Show each line from the records below in which the word "Баумана" occurs.

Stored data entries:

========

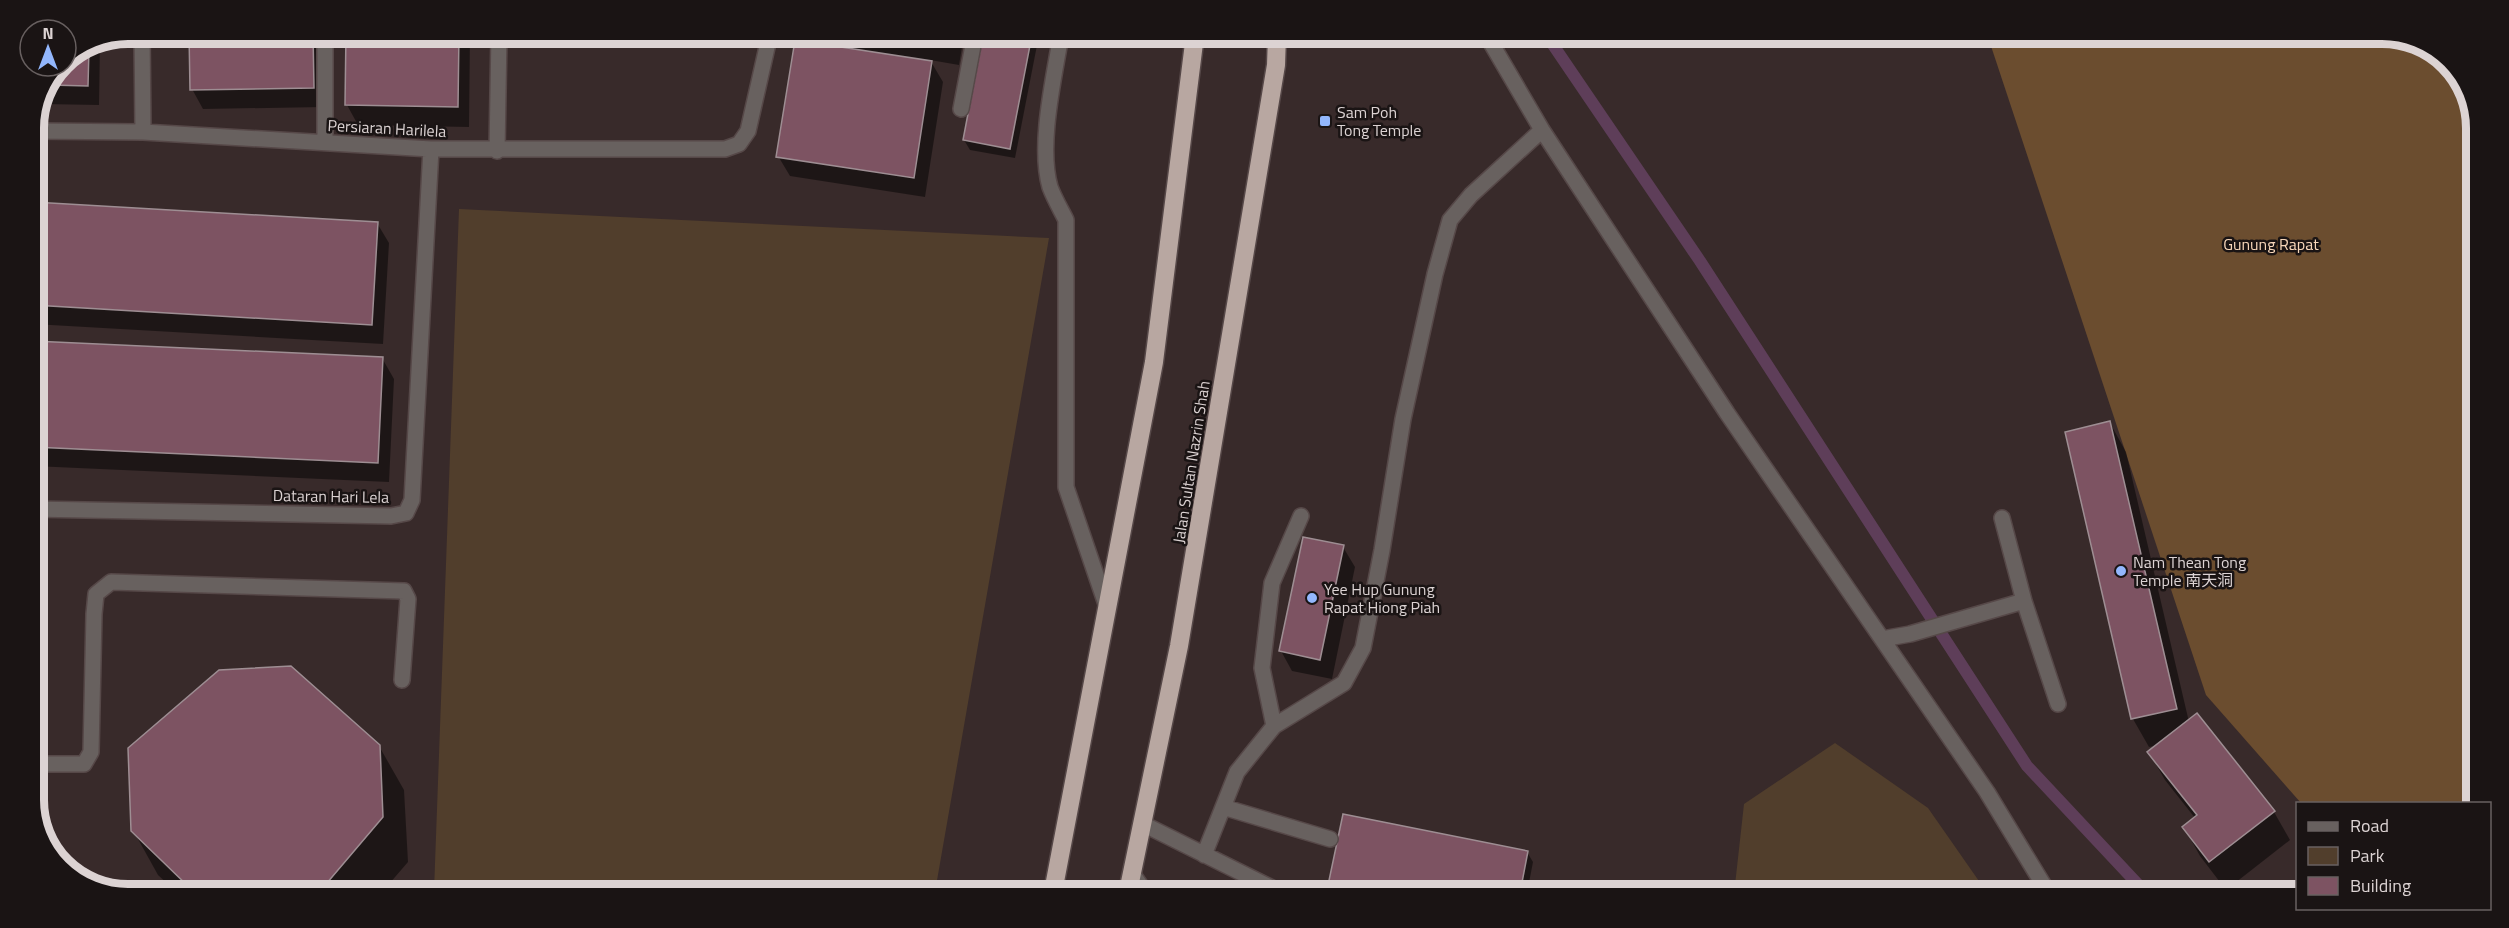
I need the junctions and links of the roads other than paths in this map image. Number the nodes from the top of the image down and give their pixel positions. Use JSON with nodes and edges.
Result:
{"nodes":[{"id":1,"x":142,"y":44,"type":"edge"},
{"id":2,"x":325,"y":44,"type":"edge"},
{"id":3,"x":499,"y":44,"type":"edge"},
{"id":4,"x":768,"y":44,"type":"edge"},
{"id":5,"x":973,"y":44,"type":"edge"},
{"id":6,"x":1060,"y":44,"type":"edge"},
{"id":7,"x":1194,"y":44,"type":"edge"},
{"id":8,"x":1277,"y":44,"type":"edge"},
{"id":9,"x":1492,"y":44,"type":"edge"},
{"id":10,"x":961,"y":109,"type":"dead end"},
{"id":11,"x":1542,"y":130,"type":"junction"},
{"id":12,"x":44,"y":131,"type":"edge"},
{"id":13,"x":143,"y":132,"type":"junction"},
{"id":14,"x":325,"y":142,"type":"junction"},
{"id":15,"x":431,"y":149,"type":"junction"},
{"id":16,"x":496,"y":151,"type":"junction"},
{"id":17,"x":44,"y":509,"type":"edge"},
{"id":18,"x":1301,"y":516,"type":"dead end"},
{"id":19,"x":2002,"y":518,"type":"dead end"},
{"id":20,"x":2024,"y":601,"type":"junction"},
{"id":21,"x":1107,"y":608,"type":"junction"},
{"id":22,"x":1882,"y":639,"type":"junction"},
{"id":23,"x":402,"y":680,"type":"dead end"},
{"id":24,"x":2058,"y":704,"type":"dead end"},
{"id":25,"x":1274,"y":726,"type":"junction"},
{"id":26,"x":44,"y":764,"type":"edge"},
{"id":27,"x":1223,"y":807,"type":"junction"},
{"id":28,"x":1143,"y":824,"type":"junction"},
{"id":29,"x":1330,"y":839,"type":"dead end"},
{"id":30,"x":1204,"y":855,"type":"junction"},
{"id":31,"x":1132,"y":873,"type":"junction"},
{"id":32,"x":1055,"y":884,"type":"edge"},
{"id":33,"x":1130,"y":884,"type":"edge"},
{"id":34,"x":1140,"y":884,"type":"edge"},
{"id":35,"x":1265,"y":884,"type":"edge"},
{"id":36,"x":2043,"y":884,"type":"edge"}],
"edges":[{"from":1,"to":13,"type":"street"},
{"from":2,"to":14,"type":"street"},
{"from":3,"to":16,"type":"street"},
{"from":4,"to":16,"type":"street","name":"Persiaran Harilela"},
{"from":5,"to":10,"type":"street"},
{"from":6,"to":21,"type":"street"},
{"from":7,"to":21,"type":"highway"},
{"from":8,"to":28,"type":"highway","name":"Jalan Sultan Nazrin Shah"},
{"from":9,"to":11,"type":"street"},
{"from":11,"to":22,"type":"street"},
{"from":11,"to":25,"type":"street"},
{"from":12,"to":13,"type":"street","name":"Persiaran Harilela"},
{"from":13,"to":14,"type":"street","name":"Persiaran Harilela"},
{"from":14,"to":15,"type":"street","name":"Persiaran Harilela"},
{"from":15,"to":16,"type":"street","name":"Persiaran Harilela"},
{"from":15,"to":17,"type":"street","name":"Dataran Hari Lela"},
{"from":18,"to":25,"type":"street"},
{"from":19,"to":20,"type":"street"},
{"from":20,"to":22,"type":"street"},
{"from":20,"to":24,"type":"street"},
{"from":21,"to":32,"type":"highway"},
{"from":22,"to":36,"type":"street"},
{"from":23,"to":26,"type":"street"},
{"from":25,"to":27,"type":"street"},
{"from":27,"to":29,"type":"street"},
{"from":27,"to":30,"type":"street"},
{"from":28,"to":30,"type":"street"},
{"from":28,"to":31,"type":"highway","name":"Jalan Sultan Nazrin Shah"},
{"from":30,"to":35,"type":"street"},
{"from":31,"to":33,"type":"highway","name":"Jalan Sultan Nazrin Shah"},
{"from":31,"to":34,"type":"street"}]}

========

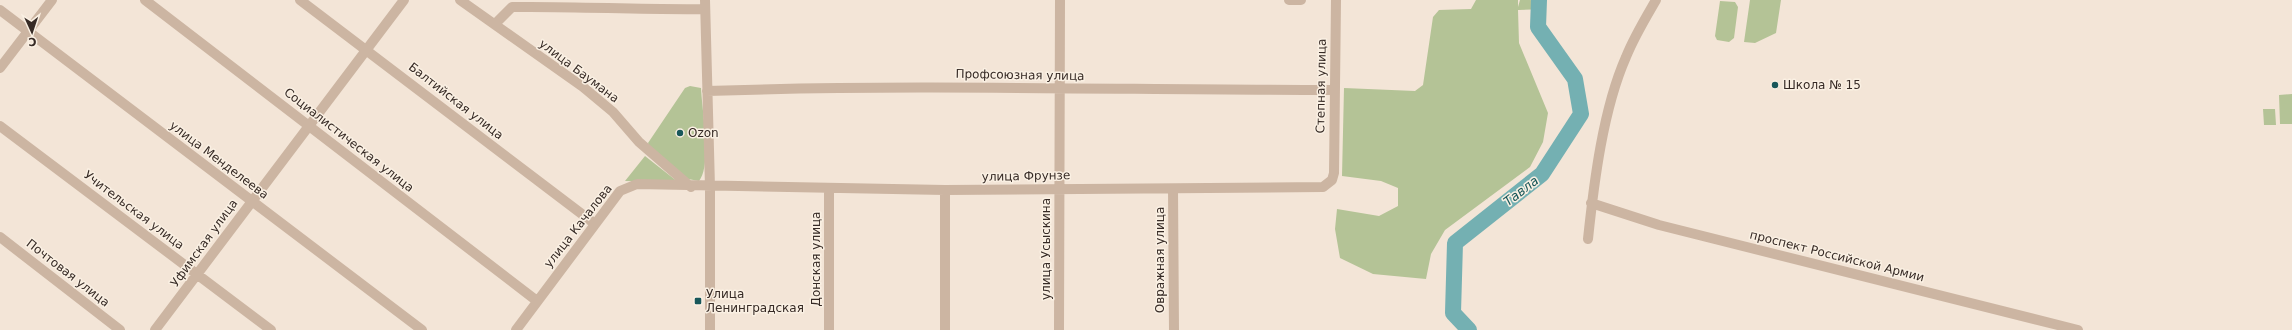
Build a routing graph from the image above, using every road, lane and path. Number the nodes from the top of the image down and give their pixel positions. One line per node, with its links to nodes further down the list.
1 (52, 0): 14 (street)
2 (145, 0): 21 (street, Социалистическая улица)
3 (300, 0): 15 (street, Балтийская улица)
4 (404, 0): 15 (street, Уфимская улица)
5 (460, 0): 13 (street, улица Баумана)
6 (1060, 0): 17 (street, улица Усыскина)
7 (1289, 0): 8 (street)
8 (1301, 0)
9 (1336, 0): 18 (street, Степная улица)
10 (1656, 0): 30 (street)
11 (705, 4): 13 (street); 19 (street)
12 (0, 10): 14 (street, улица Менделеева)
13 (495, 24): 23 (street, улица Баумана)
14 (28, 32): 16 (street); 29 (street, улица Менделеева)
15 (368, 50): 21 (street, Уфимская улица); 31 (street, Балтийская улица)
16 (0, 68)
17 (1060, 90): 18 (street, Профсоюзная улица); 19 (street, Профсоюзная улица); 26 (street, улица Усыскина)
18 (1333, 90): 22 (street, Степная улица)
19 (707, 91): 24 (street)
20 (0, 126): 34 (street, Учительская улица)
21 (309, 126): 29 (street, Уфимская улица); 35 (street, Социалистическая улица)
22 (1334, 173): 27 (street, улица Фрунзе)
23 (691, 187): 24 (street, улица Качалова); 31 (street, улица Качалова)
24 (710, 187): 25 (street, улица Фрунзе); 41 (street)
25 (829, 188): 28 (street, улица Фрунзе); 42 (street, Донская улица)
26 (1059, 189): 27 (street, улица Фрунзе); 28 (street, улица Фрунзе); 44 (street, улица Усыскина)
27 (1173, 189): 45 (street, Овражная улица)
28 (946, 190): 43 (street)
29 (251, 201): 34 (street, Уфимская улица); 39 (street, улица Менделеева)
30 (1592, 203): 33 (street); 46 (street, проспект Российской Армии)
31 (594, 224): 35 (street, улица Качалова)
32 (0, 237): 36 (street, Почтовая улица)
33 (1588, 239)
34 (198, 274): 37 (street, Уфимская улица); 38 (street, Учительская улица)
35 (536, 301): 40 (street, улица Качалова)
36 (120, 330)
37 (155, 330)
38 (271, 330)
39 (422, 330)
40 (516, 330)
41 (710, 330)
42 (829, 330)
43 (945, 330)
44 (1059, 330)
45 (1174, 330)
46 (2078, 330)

========

■ Answer section ■
5 (460, 0): 13 (street, улица Баумана)
13 (495, 24): 23 (street, улица Баумана)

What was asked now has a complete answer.